As much as this thread has wandered, it has been chock full of information (along with strong opinions  grin).

New Beek here as well. First season. It has been an interesting ride thus far as I have been learning on the fly. I AM very happy I chose to go all medium 8 frame boxes as I am not getting any younger and my OCD likes the modular ability. I have a mix of frames, some wood with wax, some wood with plastic, some all plastic. And now I am considering going foundationless .....sorta. I plan to use a starter strip of the 4.9 foundation.
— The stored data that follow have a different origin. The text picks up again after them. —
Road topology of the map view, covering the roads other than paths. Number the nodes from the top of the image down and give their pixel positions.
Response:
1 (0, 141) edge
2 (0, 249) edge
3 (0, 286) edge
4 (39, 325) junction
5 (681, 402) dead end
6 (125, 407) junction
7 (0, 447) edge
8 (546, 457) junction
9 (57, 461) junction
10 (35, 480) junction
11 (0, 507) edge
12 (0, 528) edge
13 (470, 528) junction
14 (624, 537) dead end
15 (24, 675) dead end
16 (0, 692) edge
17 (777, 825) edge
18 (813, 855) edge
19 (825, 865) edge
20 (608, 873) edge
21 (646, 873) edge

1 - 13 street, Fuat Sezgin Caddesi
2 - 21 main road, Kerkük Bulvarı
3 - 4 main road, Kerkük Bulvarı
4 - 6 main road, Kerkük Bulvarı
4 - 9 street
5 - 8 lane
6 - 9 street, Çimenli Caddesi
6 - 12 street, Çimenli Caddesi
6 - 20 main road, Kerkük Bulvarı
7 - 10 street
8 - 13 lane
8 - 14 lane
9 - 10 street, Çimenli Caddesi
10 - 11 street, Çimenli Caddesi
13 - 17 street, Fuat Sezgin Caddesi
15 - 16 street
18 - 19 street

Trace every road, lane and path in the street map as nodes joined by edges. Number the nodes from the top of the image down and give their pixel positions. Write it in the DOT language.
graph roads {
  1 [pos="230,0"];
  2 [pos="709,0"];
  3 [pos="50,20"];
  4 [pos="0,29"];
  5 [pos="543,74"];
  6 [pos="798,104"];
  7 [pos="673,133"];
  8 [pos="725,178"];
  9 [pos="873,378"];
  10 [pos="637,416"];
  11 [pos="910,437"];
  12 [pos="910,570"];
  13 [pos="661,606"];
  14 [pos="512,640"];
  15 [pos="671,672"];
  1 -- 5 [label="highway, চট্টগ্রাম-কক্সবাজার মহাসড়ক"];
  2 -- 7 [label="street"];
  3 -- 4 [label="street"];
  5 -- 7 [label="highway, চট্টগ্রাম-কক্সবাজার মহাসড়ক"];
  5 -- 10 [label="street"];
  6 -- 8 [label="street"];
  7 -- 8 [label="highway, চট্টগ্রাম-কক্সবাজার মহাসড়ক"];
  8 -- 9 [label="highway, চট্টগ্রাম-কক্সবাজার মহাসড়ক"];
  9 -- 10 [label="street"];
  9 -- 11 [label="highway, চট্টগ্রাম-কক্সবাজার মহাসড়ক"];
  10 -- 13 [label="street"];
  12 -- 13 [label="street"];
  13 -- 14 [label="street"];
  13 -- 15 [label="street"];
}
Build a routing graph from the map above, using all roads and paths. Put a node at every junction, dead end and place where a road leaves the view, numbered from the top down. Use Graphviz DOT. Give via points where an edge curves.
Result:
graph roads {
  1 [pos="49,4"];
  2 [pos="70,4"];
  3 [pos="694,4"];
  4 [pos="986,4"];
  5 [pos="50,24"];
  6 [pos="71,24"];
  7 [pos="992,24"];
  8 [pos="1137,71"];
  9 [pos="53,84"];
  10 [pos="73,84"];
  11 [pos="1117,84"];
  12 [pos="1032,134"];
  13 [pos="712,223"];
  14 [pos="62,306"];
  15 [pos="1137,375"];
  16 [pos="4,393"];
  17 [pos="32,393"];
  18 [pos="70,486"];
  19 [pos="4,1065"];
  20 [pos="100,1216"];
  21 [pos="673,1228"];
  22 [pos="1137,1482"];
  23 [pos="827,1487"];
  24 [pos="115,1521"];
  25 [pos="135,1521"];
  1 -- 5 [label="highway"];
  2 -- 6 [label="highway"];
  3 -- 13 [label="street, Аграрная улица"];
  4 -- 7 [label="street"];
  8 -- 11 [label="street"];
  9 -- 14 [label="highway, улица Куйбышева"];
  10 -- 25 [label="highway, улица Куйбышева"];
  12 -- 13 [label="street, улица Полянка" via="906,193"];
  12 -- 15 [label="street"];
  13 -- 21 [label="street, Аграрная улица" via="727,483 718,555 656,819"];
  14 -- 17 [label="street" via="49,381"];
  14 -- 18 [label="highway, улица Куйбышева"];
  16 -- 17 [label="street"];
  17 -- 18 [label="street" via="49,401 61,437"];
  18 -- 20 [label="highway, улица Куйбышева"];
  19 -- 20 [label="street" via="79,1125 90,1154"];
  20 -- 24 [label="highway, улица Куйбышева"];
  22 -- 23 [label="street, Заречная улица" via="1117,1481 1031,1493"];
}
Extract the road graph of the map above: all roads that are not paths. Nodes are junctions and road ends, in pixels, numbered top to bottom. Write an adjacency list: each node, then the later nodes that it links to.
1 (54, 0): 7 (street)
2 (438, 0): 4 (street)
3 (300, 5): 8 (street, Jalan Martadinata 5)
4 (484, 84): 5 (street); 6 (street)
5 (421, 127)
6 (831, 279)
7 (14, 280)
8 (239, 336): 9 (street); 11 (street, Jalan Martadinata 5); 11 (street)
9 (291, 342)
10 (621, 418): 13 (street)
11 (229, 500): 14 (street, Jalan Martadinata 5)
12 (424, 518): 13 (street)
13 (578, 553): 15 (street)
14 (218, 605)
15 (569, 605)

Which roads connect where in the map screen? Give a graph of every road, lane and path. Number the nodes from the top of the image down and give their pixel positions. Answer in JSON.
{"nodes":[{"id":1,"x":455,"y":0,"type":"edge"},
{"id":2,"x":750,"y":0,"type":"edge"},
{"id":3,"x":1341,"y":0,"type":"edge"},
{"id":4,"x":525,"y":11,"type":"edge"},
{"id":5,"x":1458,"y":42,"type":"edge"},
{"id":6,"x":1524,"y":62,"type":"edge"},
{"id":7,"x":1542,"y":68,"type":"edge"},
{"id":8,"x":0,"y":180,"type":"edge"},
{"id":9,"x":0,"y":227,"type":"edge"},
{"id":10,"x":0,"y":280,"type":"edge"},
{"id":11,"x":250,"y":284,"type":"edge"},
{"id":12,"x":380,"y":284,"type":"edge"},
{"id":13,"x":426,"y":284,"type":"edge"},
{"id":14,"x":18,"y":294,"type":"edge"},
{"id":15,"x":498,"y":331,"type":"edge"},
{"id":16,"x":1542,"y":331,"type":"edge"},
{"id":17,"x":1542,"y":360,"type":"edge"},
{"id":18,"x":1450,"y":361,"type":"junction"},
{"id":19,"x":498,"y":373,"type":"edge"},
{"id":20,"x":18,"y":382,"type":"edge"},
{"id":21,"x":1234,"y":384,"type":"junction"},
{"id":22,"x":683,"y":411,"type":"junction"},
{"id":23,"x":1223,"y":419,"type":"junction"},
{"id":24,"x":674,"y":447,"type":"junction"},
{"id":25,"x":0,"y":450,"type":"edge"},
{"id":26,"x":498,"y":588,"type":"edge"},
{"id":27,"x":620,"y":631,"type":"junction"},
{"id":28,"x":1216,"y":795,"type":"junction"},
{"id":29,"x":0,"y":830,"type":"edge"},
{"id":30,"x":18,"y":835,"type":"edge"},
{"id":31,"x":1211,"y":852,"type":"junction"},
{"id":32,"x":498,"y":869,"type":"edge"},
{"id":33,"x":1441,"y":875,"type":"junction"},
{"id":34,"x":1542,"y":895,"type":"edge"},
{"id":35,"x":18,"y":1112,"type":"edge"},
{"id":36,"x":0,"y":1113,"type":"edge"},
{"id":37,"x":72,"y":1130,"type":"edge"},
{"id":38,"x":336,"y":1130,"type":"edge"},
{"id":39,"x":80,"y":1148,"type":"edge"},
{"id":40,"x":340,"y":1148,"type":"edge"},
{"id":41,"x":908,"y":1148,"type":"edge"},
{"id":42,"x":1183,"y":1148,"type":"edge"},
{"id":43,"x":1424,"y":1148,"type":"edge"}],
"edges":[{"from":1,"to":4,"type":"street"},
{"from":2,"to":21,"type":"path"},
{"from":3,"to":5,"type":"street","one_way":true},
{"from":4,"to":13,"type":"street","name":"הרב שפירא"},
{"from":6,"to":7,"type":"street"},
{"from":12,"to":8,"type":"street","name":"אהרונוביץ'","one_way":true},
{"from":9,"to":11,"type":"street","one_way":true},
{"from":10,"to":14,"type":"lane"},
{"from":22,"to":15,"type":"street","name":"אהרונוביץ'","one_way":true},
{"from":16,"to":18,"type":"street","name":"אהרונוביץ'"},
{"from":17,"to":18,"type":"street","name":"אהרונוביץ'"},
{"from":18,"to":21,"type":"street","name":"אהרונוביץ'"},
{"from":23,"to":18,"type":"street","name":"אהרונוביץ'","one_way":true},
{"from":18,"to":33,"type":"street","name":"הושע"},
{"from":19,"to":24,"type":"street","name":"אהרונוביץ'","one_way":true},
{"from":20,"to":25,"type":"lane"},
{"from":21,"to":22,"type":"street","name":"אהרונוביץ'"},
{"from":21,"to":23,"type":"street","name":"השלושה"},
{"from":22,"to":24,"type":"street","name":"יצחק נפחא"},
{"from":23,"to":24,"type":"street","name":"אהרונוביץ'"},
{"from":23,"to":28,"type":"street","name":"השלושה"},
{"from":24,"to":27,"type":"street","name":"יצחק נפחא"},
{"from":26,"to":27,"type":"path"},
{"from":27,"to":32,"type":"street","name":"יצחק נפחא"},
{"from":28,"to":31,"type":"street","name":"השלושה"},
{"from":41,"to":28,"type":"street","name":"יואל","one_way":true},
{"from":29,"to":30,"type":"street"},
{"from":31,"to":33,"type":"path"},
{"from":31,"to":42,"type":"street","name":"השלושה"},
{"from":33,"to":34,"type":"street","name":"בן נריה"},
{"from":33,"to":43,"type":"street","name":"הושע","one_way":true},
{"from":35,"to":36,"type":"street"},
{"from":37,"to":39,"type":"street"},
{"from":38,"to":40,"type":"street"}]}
My observations: 2 captured swarms. Swarm one is classic Italians. They were captured late May, started on wood framed plastic and drew it out without argument. Swarm 2, captured late July, started on the all plastic frames.....They hate them. I swapped a couple that they refused to work with some wax foundation plus added a couple frames of brood to kick start the numbers. They did better. But I noticed that these bees are visibly smaller (for the most part - remember there were some additions from the other hive) then Swarm one. I suspect a feral hive that have already returned to smaller size bees. IF it makes it through the winter, this will be the hive I have hopes that will regress to the Small cell quickly and naturally. As there are some drawn frames, the every other frame additions in the spring should allow them to build half foundationless....and keep it straight.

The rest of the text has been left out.